Healthy Cities GIS Assignment

Author

Charanpreet Singh

Loading the libraries & accessing CSV

library(tidyverse)
library(tidyr)
cities500 <- read_csv("500CitiesLocalHealthIndicators.cdc.csv")
data(cities500)

Cleaning the dataset

latlong <- cities500 |>
  mutate(GeoLocation = str_replace_all(GeoLocation, "[()]", "")) |>
  separate(GeoLocation, into = c("lat", "long"), sep = ",", convert = TRUE)

Filtering out data to utilize

latlong_clean <- latlong |>
  filter(StateDesc != "United States") |>
  filter(Data_Value_Type == "Crude prevalence") |>
  filter(Year == 2017) |>
  filter(StateAbbr == "MD") |>
  filter(Category == "Health Outcomes") |>
  filter(Measure == "Arthritis among adults aged >=18 Years") |>
  select(CityName, StateAbbr, Measure, Data_Value, GeographicLevel, lat, long)

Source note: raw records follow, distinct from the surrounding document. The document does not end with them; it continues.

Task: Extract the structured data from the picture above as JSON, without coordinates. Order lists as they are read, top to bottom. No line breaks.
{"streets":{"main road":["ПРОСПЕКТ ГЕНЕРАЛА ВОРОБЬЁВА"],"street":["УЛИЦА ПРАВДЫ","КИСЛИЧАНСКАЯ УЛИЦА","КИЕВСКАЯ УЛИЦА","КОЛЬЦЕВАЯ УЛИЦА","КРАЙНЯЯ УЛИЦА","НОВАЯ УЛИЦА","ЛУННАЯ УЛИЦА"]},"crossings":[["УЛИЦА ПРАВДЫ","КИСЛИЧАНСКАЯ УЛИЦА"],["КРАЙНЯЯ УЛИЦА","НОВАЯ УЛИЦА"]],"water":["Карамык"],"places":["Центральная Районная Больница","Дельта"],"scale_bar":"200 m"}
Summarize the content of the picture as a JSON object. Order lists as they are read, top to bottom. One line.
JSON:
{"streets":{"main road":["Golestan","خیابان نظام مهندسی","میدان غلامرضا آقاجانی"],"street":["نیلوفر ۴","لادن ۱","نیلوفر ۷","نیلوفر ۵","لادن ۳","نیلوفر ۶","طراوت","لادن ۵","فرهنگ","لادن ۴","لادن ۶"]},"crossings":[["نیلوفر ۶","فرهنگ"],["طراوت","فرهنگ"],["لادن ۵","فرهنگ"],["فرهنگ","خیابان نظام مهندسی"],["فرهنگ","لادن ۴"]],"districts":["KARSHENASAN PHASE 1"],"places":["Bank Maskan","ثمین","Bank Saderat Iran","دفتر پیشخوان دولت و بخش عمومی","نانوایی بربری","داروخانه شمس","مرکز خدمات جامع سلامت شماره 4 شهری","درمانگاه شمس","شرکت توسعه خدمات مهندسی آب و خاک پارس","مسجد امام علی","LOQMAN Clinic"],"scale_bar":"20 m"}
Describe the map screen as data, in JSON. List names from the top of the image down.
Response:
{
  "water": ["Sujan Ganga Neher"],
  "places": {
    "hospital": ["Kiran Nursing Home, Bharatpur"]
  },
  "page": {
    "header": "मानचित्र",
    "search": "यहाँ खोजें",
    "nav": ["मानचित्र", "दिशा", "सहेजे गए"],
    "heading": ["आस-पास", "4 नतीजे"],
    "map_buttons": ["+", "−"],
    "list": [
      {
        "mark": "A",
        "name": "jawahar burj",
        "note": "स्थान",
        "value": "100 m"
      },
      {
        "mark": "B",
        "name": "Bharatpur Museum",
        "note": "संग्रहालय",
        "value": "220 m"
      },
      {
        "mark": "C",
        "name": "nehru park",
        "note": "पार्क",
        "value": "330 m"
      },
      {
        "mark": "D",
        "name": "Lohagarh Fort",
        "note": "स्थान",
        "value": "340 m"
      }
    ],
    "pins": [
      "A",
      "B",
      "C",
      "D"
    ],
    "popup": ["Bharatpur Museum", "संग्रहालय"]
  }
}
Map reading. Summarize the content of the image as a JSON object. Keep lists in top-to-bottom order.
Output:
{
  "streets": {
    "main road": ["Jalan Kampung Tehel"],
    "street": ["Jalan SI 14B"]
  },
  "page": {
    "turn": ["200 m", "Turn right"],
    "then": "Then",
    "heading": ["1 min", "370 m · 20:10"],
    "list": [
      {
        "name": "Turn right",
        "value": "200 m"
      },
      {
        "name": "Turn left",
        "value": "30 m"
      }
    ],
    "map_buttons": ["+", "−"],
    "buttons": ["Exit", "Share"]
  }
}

Checking # of obersrvations

nrow(latlong_clean)
[1] 201

201 observations spotted, which is below that 900 mark # Scatterplot Spread of Arthritis in MD

#non map plot
ggplot(latlong_clean, aes(x = long, y = lat, size = Data_Value)) +
  geom_point(alpha = 0.7, color = "darkgreen") +
  labs(title = "Geographic Spread of Arthritis Crude Prevalence in MD (2017)",
       x = "Longitude", y = "Latitude", size = "Prevalence (%)") +
  theme_minimal()
Warning: Removed 1 row containing missing values or values outside the scale range
(`geom_point()`).

This scatterplot shows the geographic spread of arthritis prevalence across Maryland cities in 2017, with larger points representing higher rates.

Map of Subsetted data

library(leaflet)
# leaflet()
# Define color palette for prevalence values
pal3 <- colorNumeric(palette = "YlGnBu", domain = latlong_clean$Data_Value)

leaflet(latlong_clean) |>
  addProviderTiles("CartoDB.Positron") |>
  addCircleMarkers(
    lng = ~long,
    lat = ~lat,
    radius = ~Data_Value / 2,
    color = ~pal3(Data_Value),
    stroke = TRUE,
    weight = 1,
    fillOpacity = 0.6,
    label = ~paste0(CityName, ": ", Data_Value, "%")
  ) |>
  addLegend(
    position = "bottomleft",
    pal = pal3,
    values = ~Data_Value,
    title = "Arthritis Prevalence (%)",
    opacity = 1
  )

This basic interactive map shows arthritis prevalence by city with circle size indicating how common the condition is.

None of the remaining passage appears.